Pravarakhyudu is a 2009 Indian Telugu-language romance film written and directed by Madan. The film stars Jagapati Babu and Priyamani. The music was composed by M. M. Keeravani. The film released on 4 December 2009.

==Plot==
The film begins with Sasi Kumar, an eminent zoology professor from Harvard, returning from abroad after several years. Forthwith, he pays attention to his nuptial and goes on bride-hunting. However, he dislikes them, reminds his one-time sweetheart Sailaja, and moves rearward to their college days. Sailaja is a meritorious student who has faith in tradition, love, and romance with conceit. In those days, Sasi had a strange mindset and failed to feel emotion. He views the world as versatile, which confuses Sailaja, but later, she comprehends the reality and loves Sasi. At that point, Sasi states that she is vacillating on infatuation as he firmly believes men and women are only for sexual interaction. Hearing it, Sailaja loathes with salvos and quits Sasi's life.

Presently, Sailaja is a lofty, adamant, headstrong principal of a women's college who constrains new methods of her own. Sasi seeks one chance to have a confab, which she turns down. Hence, he pulls strings and designates himself as a lecturer at Sailaja's college and a tenant at home. From there, many girls, including lecturers, are lured by his charm, which envies Sailaja. After a series of donnybrooks, Sasi makes meteoritic changes, boosts the girls' fortitude, and clarifies that Sailaja's system is rubbish. Moreover, he summits the organization to international standards. Accordingly, Sasi and Sailaja, with three students, proceed to South Africa, where the teenagers lust him. Anyhow, Sasi stands firm and transforms them when Sailaja understands his righteousness.

Soon after returning, Sailaja walks to express her acceptance when she overhears Sasi approaching her after considering manifold matches when her ego hurts. So, she goes forth to college to resign and leave the town. Sasi, who is behind her, slaps her and divulges to her about his past. Indeed, he is a neglected child by his parents, who also performed a love marriage that used always to wrangle, split for some time, and reunited. Plus, he never receives his motherly affection as she is beauty-conscious and neglects him even in an ailing state. Thus, Sasi affirms that all human relations are for necessity only. Later, he regrets being aware that his mother is the one who saved him from danger. Forthwith, his heart bloomed with love and rushed for her. Right now, he presents his appeal before Sailaja and marches on. The whole campus listens to the conversation and pleads with her to accept. At last, Sailaja gives her approval, which delights everyone. The movie ends on a happy note with the marriage of Sasi & Sailaja.

== Production ==
A sequence involving a lion was shot in South Africa.
==Soundtrack==

Music was composed by M.M. Keeravani and released by Aditya Music company. Lyrics were written by Chaitanya Prasad. The audio was released on 8 November 2009 at the Taj Banjara hotel in Hyderabad with S. S. Rajamouli, Srinu Vaitla, Dil Raju, Varun Sandesh, Krishnudu, and Raja Ravindra in attendance.

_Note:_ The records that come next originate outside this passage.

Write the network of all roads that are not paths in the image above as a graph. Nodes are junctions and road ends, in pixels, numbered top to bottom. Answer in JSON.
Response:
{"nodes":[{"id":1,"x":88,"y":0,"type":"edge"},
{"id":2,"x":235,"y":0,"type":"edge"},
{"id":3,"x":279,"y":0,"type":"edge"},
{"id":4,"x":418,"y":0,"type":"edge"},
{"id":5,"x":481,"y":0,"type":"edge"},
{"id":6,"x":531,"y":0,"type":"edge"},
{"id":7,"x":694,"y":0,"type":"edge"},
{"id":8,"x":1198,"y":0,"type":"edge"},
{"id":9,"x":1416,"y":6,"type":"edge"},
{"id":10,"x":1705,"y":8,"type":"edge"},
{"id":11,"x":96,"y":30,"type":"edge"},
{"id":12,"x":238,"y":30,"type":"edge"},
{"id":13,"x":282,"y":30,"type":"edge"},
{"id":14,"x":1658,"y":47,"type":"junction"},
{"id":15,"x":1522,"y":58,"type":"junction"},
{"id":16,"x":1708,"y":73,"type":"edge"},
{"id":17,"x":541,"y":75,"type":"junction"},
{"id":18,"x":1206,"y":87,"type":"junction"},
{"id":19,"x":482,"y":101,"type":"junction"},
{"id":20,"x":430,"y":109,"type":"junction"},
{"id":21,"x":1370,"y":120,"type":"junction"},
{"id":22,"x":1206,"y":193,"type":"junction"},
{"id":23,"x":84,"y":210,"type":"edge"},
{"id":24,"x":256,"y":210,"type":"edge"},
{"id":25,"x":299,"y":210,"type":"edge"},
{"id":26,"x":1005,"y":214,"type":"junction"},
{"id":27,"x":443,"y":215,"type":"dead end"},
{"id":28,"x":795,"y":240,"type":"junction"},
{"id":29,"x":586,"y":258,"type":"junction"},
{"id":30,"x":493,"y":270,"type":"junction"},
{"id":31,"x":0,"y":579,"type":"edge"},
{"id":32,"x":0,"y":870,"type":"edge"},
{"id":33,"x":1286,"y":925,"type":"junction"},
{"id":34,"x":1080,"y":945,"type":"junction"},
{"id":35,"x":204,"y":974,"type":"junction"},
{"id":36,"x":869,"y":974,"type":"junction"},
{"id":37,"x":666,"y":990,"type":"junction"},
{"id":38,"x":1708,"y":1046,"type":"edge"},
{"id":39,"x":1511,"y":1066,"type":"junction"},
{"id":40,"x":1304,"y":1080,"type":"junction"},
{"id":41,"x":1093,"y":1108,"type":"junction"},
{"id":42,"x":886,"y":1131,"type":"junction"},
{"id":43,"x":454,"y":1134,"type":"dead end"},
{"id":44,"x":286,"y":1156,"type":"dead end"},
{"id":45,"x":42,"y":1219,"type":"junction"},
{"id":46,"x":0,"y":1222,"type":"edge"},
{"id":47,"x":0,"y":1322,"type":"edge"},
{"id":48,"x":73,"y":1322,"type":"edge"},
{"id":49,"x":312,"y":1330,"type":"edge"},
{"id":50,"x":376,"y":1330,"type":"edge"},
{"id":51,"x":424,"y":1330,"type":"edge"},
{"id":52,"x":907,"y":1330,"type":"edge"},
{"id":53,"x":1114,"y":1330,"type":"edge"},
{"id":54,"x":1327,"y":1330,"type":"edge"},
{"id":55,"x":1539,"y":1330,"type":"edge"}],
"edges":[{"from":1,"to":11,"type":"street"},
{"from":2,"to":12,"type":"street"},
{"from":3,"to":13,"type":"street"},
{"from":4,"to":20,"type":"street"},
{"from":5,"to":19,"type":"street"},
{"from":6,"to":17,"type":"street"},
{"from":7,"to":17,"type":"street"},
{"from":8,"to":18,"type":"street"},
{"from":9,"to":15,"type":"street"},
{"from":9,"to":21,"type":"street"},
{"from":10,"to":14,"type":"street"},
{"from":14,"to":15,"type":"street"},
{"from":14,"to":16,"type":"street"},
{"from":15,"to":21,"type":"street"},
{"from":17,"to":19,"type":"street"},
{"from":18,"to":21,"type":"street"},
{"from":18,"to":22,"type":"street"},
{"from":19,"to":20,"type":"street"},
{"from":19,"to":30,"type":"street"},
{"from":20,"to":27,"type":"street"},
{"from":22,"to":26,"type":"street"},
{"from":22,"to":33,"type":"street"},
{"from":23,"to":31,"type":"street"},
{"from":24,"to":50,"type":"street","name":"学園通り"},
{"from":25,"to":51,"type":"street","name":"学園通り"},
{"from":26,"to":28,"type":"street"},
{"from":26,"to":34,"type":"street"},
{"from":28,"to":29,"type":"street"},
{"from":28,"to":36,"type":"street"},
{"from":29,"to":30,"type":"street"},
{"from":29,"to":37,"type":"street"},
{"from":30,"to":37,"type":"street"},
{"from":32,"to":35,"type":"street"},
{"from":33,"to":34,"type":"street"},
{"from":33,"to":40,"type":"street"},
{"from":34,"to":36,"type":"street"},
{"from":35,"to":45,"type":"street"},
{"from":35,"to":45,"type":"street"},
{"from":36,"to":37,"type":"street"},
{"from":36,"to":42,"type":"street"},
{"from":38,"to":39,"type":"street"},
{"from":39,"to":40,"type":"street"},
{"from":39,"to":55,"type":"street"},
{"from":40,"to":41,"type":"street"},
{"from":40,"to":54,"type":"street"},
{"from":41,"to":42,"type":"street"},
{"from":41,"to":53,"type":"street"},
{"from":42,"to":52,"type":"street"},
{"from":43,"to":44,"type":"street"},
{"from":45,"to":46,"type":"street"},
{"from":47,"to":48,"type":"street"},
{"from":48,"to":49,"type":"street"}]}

| No. | Title | Singer(s) | Length |
|---|---|---|---|
| 1. | "Gaalamesi Pattina Chepa" | Ranjith, Bhargavi Pillai | 4:56 |
| 2. | "Neela Neelimabbu" | Sunitha | 4:18 |
| 3. | "Emaipoyano" | Anuj Gurwara,Sivani | 4:10 |
| 4. | "Cool Be Cool" | Hemachandra, Geetha Madhuri | 5:25 |
| 5. | "Bangaram" | M. M. Keeravani, Geetha Madhuri | 4:24 |

== Reception ==
Jeevi of Idlebrain.com rated the film 2.75 out of 5 and wrote, "Despite of the above mentioned flaws, Pravarakhyudu still offers something for family crowds". Radhika Rajamani of Rediff.com rated the film 2.5 out of 5 and wrote, "Overall, the film is a decent entertainer with a message for the youth".